Henri Louis Bergson


The philosopher and writer, Henri Louis Bergson (1859-1941) was the leading French philosopher at the start of 20th century and is well remembered for the eloquence and style of his writings. He was awarded the Nobel Prize for Literature in 1927 "in recognition of his rich and vitalizing ideas and the brilliant skill with which they have been presented". His philosophy is a revolt against materialism and advocates the idea of creative evolution. His masterpiece is L'Évolution créatrice (Creative Evolution), which brought him worldwide fame. Per Hallström, President of the Nobel Committee of the Swedish Academy describes it as “a poem of striking grandeur, a cosmogony of great scope and unflagging power, without sacrificing a strictly scientific terminology….one always derives from it, without any difficulty, a strong aesthetic impression.”[1]

Bergson is well known for his ability to replace argument by the introduction of metaphor and analogy. His views have been expressed in several different books. In Time and Free Will and Matter and Memory is concerned with the study of consciousness. Talking about the relation of mind and body, Bergson believes the distinction to be only a matter of degree, and not that of a kind. In Creative Evolution Bergson has developed his philosophy of time and applied it to life and to the process of evolution, giving new insights regarding this concept. In Laughter he gave a theory of comedy which is of importance in aesthetics and literary criticism. In his later life, Bergson is said to have developed an inclination towards Catholicism but there is no evidence that he actually converted. He was also associated with the League of Nations, and had an important political role to play there.

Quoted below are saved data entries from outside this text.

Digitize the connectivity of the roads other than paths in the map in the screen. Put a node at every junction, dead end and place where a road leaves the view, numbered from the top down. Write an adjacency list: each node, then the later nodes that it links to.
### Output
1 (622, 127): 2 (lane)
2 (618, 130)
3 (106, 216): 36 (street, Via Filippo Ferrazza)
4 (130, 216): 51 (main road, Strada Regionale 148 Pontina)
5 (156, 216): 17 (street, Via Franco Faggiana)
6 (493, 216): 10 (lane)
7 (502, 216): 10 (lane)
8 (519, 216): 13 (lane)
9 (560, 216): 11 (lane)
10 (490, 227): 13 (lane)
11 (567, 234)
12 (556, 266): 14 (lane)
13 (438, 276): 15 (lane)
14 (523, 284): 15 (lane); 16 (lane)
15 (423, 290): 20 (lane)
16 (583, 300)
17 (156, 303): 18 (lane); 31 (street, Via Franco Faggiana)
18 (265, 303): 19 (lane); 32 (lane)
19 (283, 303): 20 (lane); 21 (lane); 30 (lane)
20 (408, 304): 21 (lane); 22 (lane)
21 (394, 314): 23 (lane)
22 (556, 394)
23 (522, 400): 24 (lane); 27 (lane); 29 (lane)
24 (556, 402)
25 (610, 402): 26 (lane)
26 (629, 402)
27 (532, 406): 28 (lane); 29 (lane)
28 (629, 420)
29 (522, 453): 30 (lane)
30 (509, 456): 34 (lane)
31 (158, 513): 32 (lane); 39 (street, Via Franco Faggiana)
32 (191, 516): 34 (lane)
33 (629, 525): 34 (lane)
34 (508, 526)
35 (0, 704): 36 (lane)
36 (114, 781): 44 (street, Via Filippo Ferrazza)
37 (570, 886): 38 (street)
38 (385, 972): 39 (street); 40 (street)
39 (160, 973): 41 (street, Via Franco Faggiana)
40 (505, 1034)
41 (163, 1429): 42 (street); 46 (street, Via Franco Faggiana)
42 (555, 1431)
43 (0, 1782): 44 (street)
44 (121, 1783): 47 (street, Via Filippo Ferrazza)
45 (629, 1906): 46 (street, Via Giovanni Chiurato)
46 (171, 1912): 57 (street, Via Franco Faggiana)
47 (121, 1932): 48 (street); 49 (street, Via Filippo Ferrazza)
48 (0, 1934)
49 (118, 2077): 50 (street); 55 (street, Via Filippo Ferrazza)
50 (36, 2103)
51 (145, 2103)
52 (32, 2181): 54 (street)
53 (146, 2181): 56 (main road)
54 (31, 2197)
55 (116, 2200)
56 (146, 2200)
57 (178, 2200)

Creative Evolution presents a drama of conflicts between two antagonistic forces. Bergson believes that the world is divided into life and matter, which he views as two opposing motions. Life is a force, an impetus, a vital impulse to which matter is a resistance, an inertia to be overcome, and life is forever fighting to free itself from the heavy chains of matter. The two forces are caught up in each other, chained and intermingled. They are prisoners of each other and are forever trying to break free. It is this conflict between the two that results in evolution, and the product of the two are branched at different levels. Evolution is the growth and progress of the impulse of life, but unlike the mechanistic Darwinian evolution, which maintains that the future is determined by past conditions, Bergson believes evolution to be truly creative, like the work of an artist. There is a novelty in evolution; it can’t be predicted. Life innovates and creates at every step, at every corner of evolution. Future is created by the life’s impulse to new creation, the élan vital, which is as novel as an artist.

Life first divided itself into plants and animals, but later in animals there was another dichotomy of intellect and instinct. It is instinct that works in ants and honeybees and allows them to create anthills and beehives with such perfection. Instinct at its best, Bergson calls, intuition. At the top of the chain of evolution is man, in whom intelligence is dominant and instinct has been suppressed but it nevertheless exists, hiding in the consciousness which binds all life in the current of ‘living time’ or ‘duration’. Intellect was developed by life to understand the matter, the solid inert things. It can only think in terms of separateness and discontinuity. It was not designed to understand life, and hence is naturally unable to comprehend the reality of life. It can’t grasp the continuous flow of things, the becoming of life. To perceive the nature of life, we must rely upon intuition as our guide.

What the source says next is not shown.